Abstract 15739: The High Molecular Weight Isoforms of Fibroblast Growth Factor 2 are Necessary for Postischemic Hindlimb Functional Recovery and Revascularization
Growth factor-mediated neo- or revascularization is an alternative to treatment for ischemic vascular diseases (coronary or peripheral). Fibroblast growth factor 2 (FGF2), implicated in a variety of physiological processes including post-natal vascular growth and development (angiogenesis and arteriogenesis), is expressed as several high molecular weight protein isoforms (HMW) and a low molecular weight (LMW) protein isoform. Results from placebo-controlled clinical trials with angio- or arteriogenesis stimulators including LMW FGF2 have not been beneficial. To date, the role of the HMW FGF2 isoforms in chronic ischemia-induced revascularization are unknown. The goal of this study was to determine whether the HMW isoforms of FGF2 were necessary for ischemia-induced revascularization.
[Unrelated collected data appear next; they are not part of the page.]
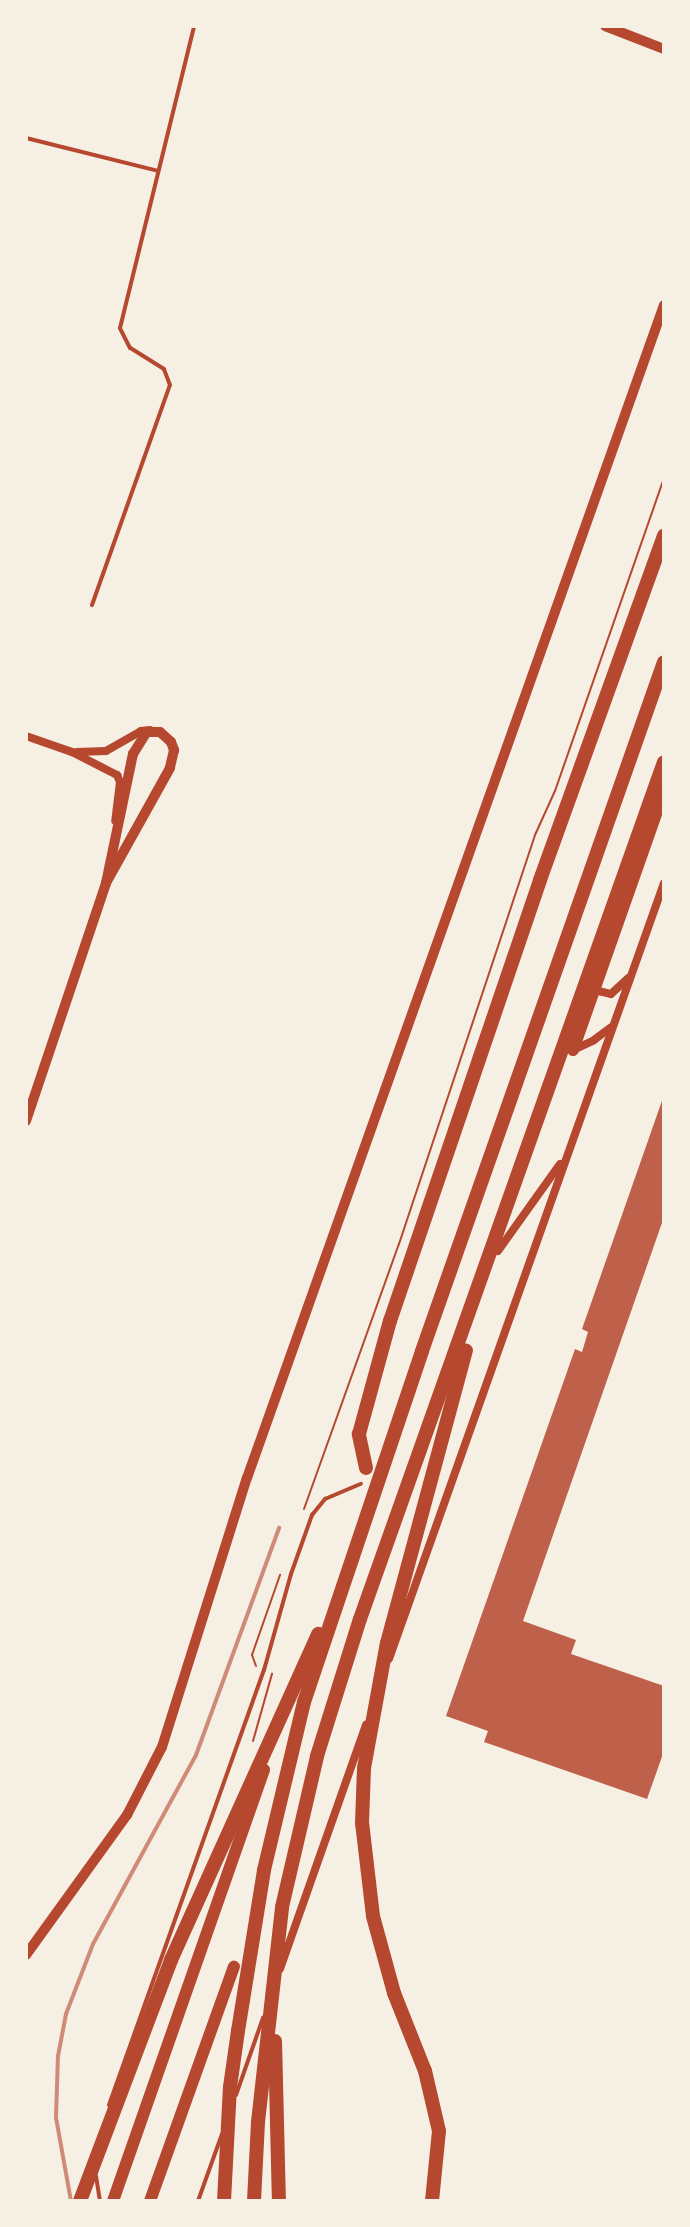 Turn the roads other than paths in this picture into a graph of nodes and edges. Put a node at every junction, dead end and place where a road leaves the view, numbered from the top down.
1 (194, 26) edge
2 (605, 26) edge
3 (664, 49) edge
4 (26, 138) edge
5 (158, 171) junction
6 (664, 305) edge
7 (664, 536) edge
8 (92, 605) dead end
9 (664, 662) edge
10 (154, 730) junction
11 (26, 736) edge
12 (72, 752) junction
13 (664, 762) edge
14 (664, 791) edge
15 (106, 883) junction
16 (664, 883) edge
17 (635, 967) junction
18 (594, 990) junction
19 (616, 1020) junction
20 (573, 1050) joint
21 (26, 1121) edge
22 (575, 1134) junction
23 (496, 1252) junction
24 (366, 1468) dead end
25 (361, 1484) dead end
26 (377, 1486) junction
27 (264, 1770) dead end
28 (26, 1955) edge
29 (234, 1967) dead end
30 (274, 1972) junction
31 (263, 2018) joint
32 (80, 2201) edge
33 (100, 2201) edge
34 (113, 2201) edge
35 (150, 2201) edge
36 (198, 2201) edge
37 (224, 2201) edge
38 (254, 2201) edge
39 (279, 2201) edge
40 (432, 2201) edge

1 - 5 lane
2 - 3 street
4 - 5 lane
5 - 8 lane
6 - 28 street
7 - 24 highway
9 - 26 highway
10 - 12 street
10 - 15 street
10 - 15 street
11 - 12 street
12 - 15 street
13 - 23 highway
14 - 18 main road
15 - 21 street
16 - 17 street
17 - 18 street
17 - 19 street
18 - 20 main road
19 - 20 street
19 - 22 street
22 - 23 street
22 - 31 street
23 - 30 highway
23 - 40 highway
25 - 33 lane
26 - 32 highway
26 - 37 highway
27 - 34 main road
29 - 35 main road
30 - 38 highway
30 - 39 highway
31 - 36 lane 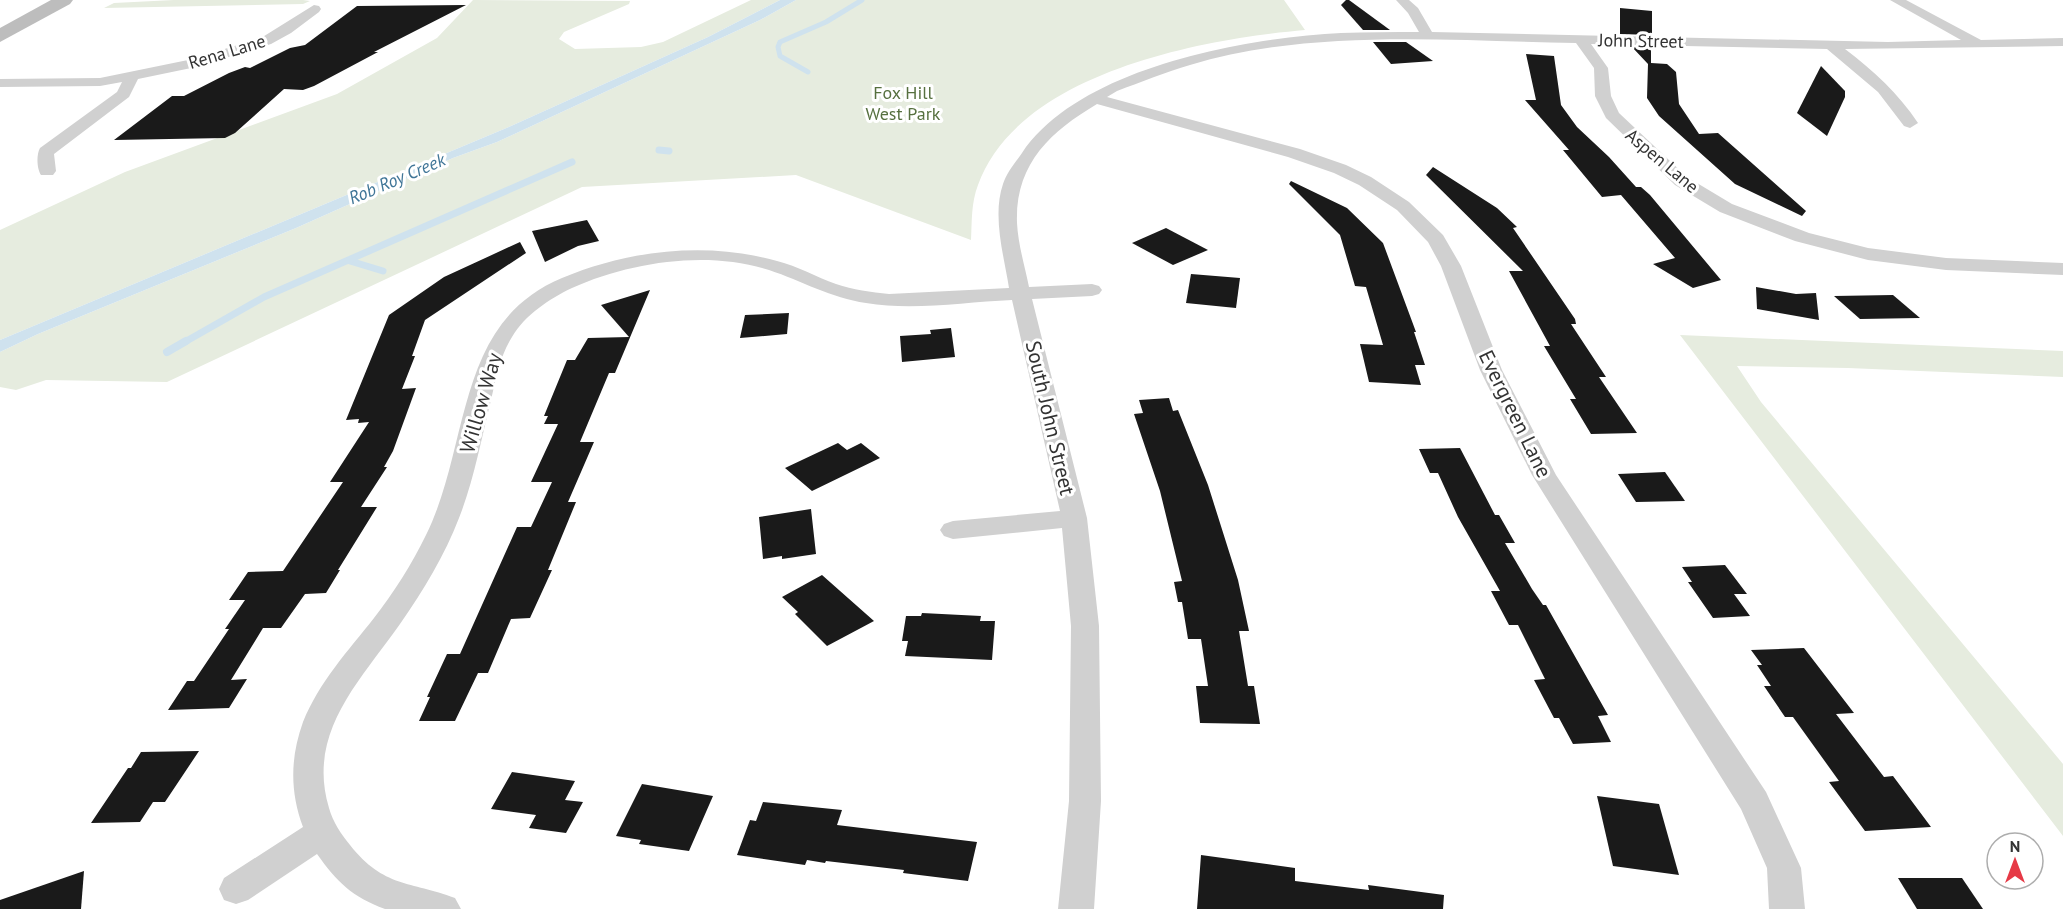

Mice with complete or isoform-specific ablation of FGF2 were subjected to chronic hindlimb ischemia, using the contralateral limb as a sham treatment. Hindlimb function, tissue necrosis, vascular density, vascular architecture and FGF2 protein isoform expression were assessed at various times of chronic ischemia. The presence of only the HMW isoforms resulted in improved limb function as early as 7 days of chronic ischemia compared to wildtype (WT) limbs (p<0.05) while expression of the LMW isoform alone caused a 3x delay in limb function recovery. In addition, there was no toe or limb necrosis detected in the presence of only the HMW isoforms (0 of 25), but expression of the LMW isoform resulted in a 22% (7 of 31) incidence of necrosis. Moreover, the HMW isoforms stimulated an increase in capillary and arteriole density and normal vascular morphology by 42 days ischemia (p<0.05), while no change in capillary numbers and a decrease in arteriole growth and a tortuous vessel morphology was observed when only the LMW isoform of FGF2 was expressed compared to WT. Furthermore, significant alterations in the protein expression of FGF2 HMW and LMW isoforms were observed between genotypes as well as sham vs. ischemic limb. These findings suggest that the HMW isoforms of FGF2 are necessary and sufficient to induce revascularization and preserve limb function and tissue viability in response to chronic ischemia.
- © 2012 by American Heart Association, Inc.